▶ **Material shown**:
################

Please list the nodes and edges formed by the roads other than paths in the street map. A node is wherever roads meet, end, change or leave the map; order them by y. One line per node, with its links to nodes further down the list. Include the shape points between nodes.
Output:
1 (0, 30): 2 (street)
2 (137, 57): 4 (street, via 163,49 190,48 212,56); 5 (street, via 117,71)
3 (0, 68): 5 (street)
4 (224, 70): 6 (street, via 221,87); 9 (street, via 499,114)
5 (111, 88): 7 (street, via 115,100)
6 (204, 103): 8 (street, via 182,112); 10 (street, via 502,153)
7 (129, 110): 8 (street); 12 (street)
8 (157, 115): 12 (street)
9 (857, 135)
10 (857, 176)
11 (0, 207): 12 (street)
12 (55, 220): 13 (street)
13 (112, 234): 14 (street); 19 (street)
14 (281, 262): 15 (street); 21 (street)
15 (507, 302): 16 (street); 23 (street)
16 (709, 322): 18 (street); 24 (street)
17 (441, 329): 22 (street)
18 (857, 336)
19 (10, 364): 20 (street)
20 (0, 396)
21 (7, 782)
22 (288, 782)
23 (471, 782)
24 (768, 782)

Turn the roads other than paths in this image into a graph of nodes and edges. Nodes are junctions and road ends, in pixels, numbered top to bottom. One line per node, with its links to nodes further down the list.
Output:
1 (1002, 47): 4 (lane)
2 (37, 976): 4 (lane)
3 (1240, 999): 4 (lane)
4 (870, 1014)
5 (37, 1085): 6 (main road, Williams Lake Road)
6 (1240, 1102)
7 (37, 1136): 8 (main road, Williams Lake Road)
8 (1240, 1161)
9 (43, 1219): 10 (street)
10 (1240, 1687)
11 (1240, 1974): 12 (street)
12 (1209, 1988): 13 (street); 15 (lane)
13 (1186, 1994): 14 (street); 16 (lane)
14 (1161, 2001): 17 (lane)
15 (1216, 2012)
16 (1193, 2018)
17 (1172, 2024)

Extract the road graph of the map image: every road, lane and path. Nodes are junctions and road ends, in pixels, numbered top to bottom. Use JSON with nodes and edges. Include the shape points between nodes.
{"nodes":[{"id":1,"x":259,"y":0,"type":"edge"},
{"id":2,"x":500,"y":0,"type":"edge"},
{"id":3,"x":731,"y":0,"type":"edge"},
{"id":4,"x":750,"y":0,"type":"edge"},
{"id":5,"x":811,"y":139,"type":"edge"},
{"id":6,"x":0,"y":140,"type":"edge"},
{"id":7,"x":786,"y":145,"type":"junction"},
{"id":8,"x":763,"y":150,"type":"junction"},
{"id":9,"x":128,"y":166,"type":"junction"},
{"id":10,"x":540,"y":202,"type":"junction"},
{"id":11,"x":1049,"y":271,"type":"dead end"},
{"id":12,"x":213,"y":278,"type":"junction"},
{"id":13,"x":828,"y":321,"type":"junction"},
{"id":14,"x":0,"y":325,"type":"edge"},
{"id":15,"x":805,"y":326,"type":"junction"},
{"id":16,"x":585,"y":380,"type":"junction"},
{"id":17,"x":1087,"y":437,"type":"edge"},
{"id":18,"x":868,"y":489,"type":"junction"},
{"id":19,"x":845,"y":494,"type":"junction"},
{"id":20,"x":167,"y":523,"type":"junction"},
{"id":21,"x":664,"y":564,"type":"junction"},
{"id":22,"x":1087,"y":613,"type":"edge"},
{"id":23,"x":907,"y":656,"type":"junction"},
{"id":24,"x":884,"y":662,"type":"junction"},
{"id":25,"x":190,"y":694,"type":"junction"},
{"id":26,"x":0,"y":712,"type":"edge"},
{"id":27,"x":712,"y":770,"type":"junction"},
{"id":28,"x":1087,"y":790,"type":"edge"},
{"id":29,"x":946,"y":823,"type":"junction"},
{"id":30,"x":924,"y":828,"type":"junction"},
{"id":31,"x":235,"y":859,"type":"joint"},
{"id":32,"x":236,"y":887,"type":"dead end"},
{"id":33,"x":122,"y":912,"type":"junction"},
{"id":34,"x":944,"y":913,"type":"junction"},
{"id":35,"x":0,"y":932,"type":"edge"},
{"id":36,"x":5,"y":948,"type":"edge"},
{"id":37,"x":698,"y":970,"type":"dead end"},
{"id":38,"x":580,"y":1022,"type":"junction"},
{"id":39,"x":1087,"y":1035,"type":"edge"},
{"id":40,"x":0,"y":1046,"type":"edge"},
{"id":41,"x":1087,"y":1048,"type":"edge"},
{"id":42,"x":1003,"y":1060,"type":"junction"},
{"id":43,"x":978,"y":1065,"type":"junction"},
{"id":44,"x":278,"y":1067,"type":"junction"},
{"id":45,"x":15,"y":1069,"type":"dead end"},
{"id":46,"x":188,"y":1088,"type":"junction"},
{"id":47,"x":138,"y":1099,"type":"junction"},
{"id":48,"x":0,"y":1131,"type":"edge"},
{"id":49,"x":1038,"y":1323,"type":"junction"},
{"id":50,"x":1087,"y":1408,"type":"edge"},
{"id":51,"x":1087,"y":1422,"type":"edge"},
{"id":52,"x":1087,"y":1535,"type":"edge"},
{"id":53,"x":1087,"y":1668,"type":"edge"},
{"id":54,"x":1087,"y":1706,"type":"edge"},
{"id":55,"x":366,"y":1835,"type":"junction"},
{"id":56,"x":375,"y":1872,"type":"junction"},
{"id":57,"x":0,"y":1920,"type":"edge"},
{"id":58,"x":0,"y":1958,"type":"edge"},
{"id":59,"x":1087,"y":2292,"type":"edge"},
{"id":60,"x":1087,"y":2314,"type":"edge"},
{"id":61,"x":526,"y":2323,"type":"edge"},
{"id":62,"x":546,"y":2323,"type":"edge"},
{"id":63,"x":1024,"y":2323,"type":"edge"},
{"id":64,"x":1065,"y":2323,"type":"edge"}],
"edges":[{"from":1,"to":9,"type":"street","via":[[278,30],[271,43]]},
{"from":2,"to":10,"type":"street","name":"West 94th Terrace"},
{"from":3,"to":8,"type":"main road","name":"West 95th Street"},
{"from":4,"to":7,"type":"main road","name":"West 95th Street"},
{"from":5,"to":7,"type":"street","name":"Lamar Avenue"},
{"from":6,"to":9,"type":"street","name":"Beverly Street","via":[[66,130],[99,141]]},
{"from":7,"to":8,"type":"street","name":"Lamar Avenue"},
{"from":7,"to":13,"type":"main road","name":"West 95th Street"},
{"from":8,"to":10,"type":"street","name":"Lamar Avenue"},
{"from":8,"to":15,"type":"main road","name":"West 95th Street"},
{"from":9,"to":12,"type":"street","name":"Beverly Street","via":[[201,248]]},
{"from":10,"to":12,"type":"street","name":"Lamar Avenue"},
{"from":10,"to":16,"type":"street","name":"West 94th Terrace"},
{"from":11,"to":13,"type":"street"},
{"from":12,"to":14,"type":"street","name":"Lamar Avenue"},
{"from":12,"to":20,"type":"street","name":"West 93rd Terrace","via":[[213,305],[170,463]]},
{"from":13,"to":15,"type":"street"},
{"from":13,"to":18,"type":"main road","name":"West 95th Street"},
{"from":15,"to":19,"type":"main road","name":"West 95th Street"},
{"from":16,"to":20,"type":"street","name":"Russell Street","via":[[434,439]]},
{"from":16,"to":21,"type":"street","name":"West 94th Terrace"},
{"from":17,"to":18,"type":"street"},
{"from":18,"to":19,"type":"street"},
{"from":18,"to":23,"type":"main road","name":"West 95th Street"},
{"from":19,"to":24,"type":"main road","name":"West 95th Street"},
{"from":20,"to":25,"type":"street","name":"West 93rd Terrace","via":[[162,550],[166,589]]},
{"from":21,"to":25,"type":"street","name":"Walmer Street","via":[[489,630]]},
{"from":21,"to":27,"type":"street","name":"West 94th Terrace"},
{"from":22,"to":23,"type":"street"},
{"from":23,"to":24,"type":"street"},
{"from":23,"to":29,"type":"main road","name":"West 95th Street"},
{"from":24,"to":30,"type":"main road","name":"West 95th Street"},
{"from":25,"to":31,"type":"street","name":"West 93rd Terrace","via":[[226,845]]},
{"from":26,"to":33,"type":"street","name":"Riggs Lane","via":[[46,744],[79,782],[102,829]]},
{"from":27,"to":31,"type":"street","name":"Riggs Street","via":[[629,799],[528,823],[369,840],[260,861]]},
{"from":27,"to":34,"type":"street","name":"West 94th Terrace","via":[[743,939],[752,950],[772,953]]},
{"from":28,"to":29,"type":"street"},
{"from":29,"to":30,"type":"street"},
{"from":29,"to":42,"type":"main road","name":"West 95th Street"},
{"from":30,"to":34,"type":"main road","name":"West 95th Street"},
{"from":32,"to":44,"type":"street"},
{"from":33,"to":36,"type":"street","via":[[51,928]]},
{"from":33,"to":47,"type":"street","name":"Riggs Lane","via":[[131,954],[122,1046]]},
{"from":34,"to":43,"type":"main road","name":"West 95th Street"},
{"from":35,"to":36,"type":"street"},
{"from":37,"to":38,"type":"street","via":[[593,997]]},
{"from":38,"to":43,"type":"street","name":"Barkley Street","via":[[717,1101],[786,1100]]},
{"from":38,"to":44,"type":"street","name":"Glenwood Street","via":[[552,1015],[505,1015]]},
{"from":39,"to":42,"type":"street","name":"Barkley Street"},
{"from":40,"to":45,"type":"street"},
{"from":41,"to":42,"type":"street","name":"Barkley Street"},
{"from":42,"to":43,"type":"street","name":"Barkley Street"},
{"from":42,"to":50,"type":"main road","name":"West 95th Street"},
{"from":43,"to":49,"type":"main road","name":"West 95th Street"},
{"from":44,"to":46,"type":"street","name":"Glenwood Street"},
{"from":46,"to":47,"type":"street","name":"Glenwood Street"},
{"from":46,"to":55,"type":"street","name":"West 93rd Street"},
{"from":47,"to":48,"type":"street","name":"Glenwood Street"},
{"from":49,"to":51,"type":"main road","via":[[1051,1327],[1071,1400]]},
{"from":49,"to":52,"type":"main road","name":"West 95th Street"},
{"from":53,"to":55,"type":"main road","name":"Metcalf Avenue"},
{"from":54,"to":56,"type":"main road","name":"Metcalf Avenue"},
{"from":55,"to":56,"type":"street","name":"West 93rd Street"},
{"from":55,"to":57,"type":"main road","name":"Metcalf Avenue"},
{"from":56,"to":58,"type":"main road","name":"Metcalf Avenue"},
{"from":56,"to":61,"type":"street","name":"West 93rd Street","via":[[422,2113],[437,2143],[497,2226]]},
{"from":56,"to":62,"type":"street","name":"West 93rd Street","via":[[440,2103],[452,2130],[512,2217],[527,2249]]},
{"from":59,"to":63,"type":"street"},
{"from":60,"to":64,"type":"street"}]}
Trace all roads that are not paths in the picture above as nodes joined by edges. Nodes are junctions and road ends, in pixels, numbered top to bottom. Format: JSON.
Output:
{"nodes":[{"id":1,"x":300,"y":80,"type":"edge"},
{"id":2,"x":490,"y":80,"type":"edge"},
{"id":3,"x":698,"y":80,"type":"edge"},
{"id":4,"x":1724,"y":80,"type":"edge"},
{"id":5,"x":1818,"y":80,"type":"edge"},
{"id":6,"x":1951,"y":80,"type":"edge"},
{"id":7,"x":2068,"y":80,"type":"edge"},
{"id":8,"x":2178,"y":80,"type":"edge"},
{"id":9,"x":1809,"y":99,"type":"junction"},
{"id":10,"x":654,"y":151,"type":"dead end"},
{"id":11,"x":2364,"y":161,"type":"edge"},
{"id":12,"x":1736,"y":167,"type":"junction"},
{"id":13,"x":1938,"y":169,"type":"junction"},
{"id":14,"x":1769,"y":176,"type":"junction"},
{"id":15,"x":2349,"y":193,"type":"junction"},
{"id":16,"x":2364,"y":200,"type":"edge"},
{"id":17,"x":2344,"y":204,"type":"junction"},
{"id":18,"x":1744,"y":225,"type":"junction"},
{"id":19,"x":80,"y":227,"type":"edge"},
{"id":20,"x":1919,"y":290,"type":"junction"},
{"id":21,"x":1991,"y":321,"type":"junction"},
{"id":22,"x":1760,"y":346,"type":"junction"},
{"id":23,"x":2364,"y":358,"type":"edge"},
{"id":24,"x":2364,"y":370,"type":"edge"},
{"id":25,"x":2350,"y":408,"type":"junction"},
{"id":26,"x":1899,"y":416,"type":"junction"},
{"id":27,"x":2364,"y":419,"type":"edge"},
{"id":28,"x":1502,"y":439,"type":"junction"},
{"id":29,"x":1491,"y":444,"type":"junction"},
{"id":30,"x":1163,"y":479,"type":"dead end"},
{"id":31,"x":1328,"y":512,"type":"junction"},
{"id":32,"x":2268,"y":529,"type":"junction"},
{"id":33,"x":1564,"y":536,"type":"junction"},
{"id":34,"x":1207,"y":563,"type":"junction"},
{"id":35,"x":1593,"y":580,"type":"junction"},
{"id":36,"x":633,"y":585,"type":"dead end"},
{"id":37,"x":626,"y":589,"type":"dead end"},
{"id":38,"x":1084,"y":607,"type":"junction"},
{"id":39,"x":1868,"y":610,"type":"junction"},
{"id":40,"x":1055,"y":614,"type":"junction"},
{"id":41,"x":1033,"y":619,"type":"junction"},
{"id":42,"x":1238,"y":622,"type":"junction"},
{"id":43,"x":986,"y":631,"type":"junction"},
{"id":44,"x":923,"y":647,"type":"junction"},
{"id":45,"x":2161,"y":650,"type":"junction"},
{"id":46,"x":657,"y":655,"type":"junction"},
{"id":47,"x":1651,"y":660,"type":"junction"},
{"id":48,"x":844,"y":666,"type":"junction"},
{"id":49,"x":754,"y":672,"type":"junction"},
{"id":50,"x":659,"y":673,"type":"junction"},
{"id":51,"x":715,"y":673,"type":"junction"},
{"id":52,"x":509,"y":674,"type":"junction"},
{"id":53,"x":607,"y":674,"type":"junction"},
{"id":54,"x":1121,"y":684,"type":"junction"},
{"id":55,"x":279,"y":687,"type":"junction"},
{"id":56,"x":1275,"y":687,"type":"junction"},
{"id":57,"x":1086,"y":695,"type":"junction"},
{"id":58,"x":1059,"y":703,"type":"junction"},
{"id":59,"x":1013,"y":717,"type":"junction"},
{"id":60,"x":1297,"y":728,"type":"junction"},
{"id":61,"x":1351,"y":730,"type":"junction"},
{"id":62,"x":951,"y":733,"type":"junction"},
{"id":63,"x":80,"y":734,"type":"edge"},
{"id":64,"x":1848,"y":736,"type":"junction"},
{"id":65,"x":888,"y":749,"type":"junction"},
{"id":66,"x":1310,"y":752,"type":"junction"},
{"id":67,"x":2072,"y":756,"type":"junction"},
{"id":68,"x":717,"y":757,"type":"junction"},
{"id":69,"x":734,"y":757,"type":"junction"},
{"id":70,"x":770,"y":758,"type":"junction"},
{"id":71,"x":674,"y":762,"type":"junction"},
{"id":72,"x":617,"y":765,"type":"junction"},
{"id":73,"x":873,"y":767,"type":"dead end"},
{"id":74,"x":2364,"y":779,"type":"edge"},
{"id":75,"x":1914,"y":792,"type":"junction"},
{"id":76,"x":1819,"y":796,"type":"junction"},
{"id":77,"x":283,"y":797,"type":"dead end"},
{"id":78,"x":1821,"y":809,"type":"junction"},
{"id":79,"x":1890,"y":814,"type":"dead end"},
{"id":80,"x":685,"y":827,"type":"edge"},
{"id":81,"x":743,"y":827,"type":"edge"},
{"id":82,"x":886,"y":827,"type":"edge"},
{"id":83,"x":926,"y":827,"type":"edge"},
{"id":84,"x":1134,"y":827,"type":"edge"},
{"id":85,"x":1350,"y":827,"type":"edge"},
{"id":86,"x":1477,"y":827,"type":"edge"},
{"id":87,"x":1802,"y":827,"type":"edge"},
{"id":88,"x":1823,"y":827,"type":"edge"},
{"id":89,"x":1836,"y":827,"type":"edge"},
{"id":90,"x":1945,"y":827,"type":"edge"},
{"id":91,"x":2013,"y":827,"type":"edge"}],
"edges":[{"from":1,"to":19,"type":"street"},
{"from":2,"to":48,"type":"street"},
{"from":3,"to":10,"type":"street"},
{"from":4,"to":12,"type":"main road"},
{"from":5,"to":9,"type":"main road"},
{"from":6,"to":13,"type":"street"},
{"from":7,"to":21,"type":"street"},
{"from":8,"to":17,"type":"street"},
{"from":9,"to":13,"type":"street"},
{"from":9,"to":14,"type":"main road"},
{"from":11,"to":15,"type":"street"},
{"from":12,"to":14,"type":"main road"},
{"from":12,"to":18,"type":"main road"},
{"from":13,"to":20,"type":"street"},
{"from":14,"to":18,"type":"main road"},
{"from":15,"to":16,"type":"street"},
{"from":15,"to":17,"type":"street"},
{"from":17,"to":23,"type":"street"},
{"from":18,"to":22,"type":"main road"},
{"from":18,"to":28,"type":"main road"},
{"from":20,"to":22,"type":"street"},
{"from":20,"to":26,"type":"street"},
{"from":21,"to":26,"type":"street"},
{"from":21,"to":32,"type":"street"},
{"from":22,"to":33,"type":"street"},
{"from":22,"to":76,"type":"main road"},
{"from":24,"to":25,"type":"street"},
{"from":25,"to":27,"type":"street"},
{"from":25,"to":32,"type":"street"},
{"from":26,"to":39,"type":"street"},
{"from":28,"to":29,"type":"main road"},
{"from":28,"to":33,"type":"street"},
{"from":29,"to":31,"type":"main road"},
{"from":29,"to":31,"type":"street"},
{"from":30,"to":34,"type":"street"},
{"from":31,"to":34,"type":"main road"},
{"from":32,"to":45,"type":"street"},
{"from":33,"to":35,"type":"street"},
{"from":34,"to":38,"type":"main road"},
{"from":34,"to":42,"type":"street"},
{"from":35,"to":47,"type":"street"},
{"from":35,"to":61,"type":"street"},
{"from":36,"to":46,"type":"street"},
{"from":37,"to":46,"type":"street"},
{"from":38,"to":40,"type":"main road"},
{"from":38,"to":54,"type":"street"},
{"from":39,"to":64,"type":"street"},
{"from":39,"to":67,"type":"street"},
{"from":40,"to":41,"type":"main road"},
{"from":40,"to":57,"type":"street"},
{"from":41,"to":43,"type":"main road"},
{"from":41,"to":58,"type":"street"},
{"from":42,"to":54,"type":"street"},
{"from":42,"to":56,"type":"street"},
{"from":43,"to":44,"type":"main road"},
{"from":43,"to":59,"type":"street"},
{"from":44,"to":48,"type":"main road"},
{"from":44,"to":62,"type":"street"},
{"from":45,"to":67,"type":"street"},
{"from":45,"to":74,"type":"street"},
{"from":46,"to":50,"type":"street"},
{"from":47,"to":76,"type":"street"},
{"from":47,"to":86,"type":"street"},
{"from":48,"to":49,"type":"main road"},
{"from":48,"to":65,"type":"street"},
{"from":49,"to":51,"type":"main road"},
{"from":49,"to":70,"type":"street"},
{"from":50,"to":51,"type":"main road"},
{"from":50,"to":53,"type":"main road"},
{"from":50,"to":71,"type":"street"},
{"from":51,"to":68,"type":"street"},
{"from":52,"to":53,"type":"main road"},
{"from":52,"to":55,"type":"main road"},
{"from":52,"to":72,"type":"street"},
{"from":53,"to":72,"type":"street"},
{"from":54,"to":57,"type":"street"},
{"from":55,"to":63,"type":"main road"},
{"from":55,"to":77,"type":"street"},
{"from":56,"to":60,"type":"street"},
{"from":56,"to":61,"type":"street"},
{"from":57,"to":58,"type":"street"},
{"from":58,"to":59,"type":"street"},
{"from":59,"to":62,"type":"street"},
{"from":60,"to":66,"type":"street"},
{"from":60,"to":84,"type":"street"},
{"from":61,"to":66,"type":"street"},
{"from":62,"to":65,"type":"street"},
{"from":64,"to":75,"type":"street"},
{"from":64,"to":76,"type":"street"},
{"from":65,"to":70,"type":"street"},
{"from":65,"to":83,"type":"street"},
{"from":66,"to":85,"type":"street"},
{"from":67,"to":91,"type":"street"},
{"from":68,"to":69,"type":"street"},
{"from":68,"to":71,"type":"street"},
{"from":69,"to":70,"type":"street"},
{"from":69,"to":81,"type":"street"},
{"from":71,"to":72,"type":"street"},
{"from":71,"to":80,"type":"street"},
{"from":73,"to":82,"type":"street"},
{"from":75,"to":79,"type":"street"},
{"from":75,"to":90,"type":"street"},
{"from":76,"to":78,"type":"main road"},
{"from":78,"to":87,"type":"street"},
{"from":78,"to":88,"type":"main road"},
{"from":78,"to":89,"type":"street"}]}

################

▶ **What the task asks**: For each line above that contains the word "dead", make a copy.

▶ **Completed task**:
{"id":11,"x":1049,"y":271,"type":"dead end"},
{"id":32,"x":236,"y":887,"type":"dead end"},
{"id":37,"x":698,"y":970,"type":"dead end"},
{"id":45,"x":15,"y":1069,"type":"dead end"},
{"id":10,"x":654,"y":151,"type":"dead end"},
{"id":30,"x":1163,"y":479,"type":"dead end"},
{"id":36,"x":633,"y":585,"type":"dead end"},
{"id":37,"x":626,"y":589,"type":"dead end"},
{"id":73,"x":873,"y":767,"type":"dead end"},
{"id":77,"x":283,"y":797,"type":"dead end"},
{"id":79,"x":1890,"y":814,"type":"dead end"},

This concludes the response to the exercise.